I would also mention that in a comment (or the SAFETY comment).
>>> + let file = unsafe { bindings::close_fd_get_file(fd) };
>>> + if file.is_null() {
>>> + // We don't clean up the task work since that might be expensive if the task work queue
>>> + // is long. Just let it execute and let it clean up for itself.
>>> + return Err(DeferredFdCloseError::BadFd);
>>> + }
>>> +
>>> + // SAFETY: The `file` pointer points at a valid file.
>>> + unsafe { bindings::get_file(file) };
>>> +
>>> + // SAFETY: Due to the above `get_file`, even if the current task holds an `fdget` to
>>> + // this file right now, the refcount will not drop to zero until after it is released
>>> + // with `fdput`. This is because when using `fdget`, you must always use `fdput` before
>>
>> Shouldn't this be "the refcount will not drop to zero until after it is
>> released with `fput`."?
>>
>> Why is this the SAFETY comment for `filp_close`? I am not understanding
>> the requirement on that function that needs this. This seems more a
>> justification for accessing `file` inside `do_close_fd`. In which case I
>> think it would be better to make it a type invariant of
>> `DeferredFdCloserInner`.
>
> It's because `filp_close` decreases the refcount for the file, and doing
> that is not always safe even if you have a refcount to the file. To drop
> the refcount, at least one of the two following must be the case:
>
> * If the refcount decreases to a non-zero value, then it is okay.

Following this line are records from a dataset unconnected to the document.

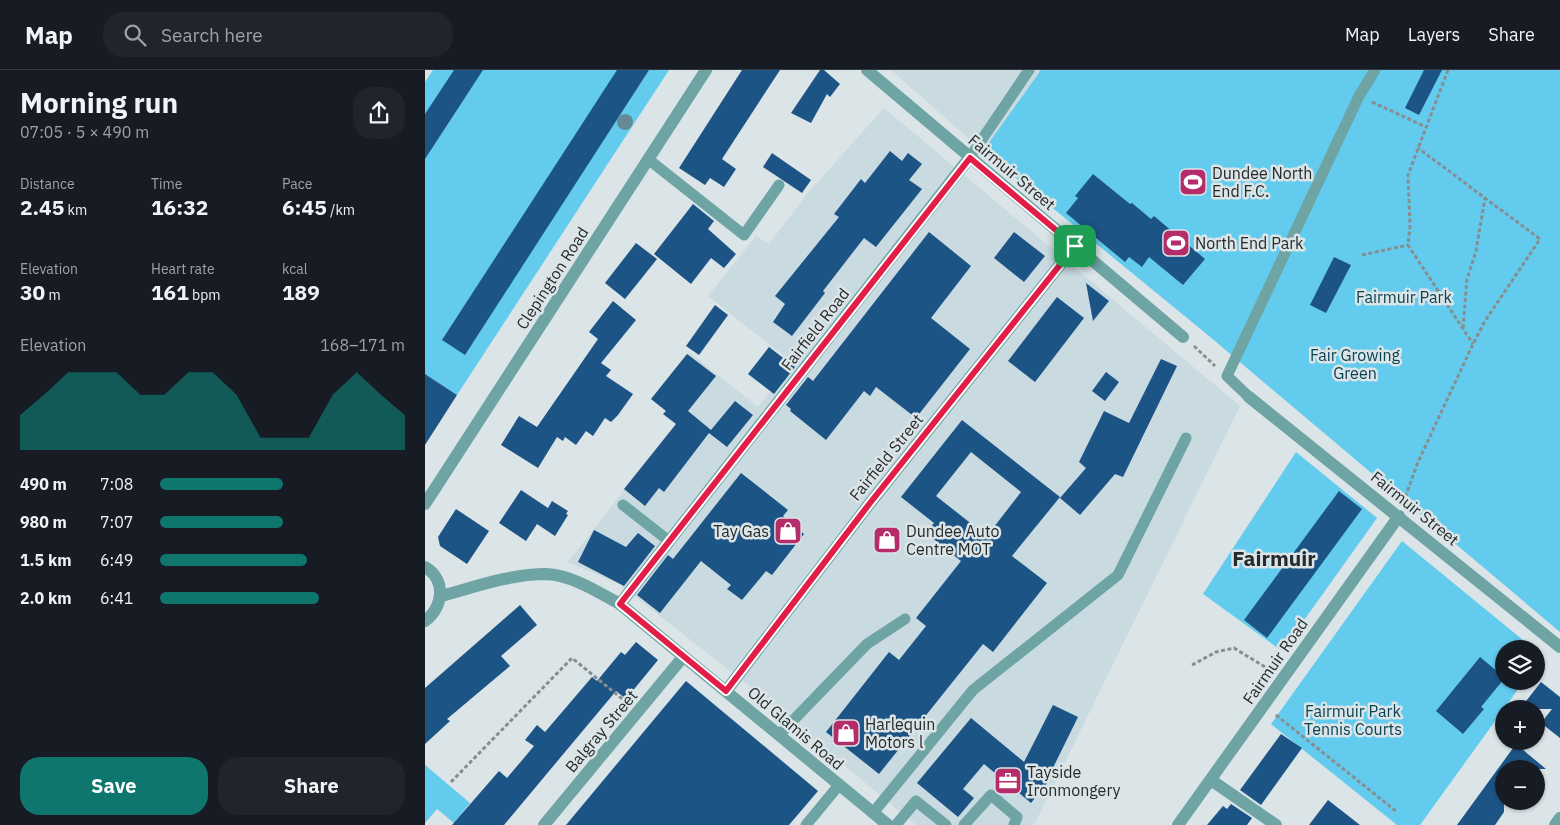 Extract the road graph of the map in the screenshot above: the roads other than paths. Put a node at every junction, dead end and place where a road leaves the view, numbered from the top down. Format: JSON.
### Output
{"nodes":[{"id":1,"x":706,"y":70,"type":"edge"},
{"id":2,"x":867,"y":70,"type":"edge"},
{"id":3,"x":1029,"y":70,"type":"edge"},
{"id":4,"x":1375,"y":70,"type":"edge"},
{"id":5,"x":970,"y":158,"type":"junction"},
{"id":6,"x":648,"y":159,"type":"junction"},
{"id":7,"x":779,"y":185,"type":"dead end"},
{"id":8,"x":1075,"y":246,"type":"junction"},
{"id":9,"x":1183,"y":337,"type":"road end"},
{"id":10,"x":1249,"y":397,"type":"joint"},
{"id":11,"x":1186,"y":438,"type":"dead end"},
{"id":12,"x":427,"y":499,"type":"edge"},
{"id":13,"x":623,"y":505,"type":"dead end"},
{"id":14,"x":1399,"y":516,"type":"junction"},
{"id":15,"x":669,"y":542,"type":"junction"},
{"id":16,"x":425,"y":567,"type":"edge"},
{"id":17,"x":441,"y":596,"type":"junction"},
{"id":18,"x":620,"y":604,"type":"junction"},
{"id":19,"x":905,"y":619,"type":"dead end"},
{"id":20,"x":425,"y":621,"type":"edge"},
{"id":21,"x":1560,"y":647,"type":"edge"},
{"id":22,"x":683,"y":657,"type":"junction"},
{"id":23,"x":726,"y":691,"type":"junction"},
{"id":24,"x":779,"y":735,"type":"junction"},
{"id":25,"x":1211,"y":780,"type":"junction"},
{"id":26,"x":839,"y":785,"type":"junction"},
{"id":27,"x":873,"y":813,"type":"junction"},
{"id":28,"x":1560,"y":818,"type":"edge"},
{"id":29,"x":544,"y":825,"type":"edge"},
{"id":30,"x":805,"y":825,"type":"edge"},
{"id":31,"x":888,"y":825,"type":"edge"},
{"id":32,"x":896,"y":825,"type":"edge"},
{"id":33,"x":946,"y":825,"type":"edge"},
{"id":34,"x":964,"y":825,"type":"edge"},
{"id":35,"x":1014,"y":825,"type":"edge"},
{"id":36,"x":1178,"y":825,"type":"edge"},
{"id":37,"x":1275,"y":825,"type":"edge"},
{"id":38,"x":1555,"y":825,"type":"edge"}],
"edges":[{"from":1,"to":6,"type":"street","name":"Clepington Road"},
{"from":2,"to":5,"type":"street","name":"Fairmuir Street"},
{"from":3,"to":5,"type":"lane","name":"Fairfield Road"},
{"from":4,"to":10,"type":"lane"},
{"from":5,"to":8,"type":"street","name":"Fairmuir Street"},
{"from":5,"to":15,"type":"street","name":"Fairfield Road"},
{"from":6,"to":7,"type":"lane"},
{"from":6,"to":12,"type":"street","name":"Clepington Road"},
{"from":8,"to":9,"type":"street","name":"Fairmuir Street"},
{"from":8,"to":23,"type":"street","name":"Fairfield Street"},
{"from":10,"to":14,"type":"street","name":"Fairmuir Street"},
{"from":11,"to":27,"type":"lane"},
{"from":13,"to":15,"type":"lane"},
{"from":14,"to":21,"type":"street","name":"Fairmuir Street"},
{"from":14,"to":25,"type":"street","name":"Fairmuir Road"},
{"from":15,"to":18,"type":"street","name":"Fairfield Road"},
{"from":16,"to":17,"type":"street"},
{"from":17,"to":18,"type":"street","name":"Old Glamis Road"},
{"from":17,"to":20,"type":"street"},
{"from":18,"to":22,"type":"street","name":"Old Glamis Road"},
{"from":19,"to":24,"type":"lane"},
{"from":22,"to":23,"type":"street","name":"Old Glamis Road"},
{"from":22,"to":29,"type":"street","name":"Balgray Street"},
{"from":23,"to":24,"type":"street","name":"Old Glamis Road"},
{"from":24,"to":26,"type":"street","name":"Old Glamis Road"},
{"from":25,"to":36,"type":"street","name":"Fairmuir Road"},
{"from":25,"to":37,"type":"street"},
{"from":26,"to":27,"type":"street","name":"Old Glamis Road"},
{"from":26,"to":30,"type":"lane"},
{"from":27,"to":31,"type":"street","name":"Old Glamis Road"},
{"from":28,"to":38,"type":"street"},
{"from":32,"to":33,"type":"lane"},
{"from":34,"to":35,"type":"lane"}]}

> * If there are no users of `fdget` on the file, then it is okay.
I see, that makes sense. Is this written down somewhere? Or how does one
know about this?
> In this case, we are in the first case, as we own two refcounts.
>
> I'll clarify the safety comment in v3.
>
>>> + // returning to userspace, and our task work runs after any `fdget` users have returned
>>> + // to userspace.
>>> + //
>>> + // Note: fl_owner_t is currently a void pointer.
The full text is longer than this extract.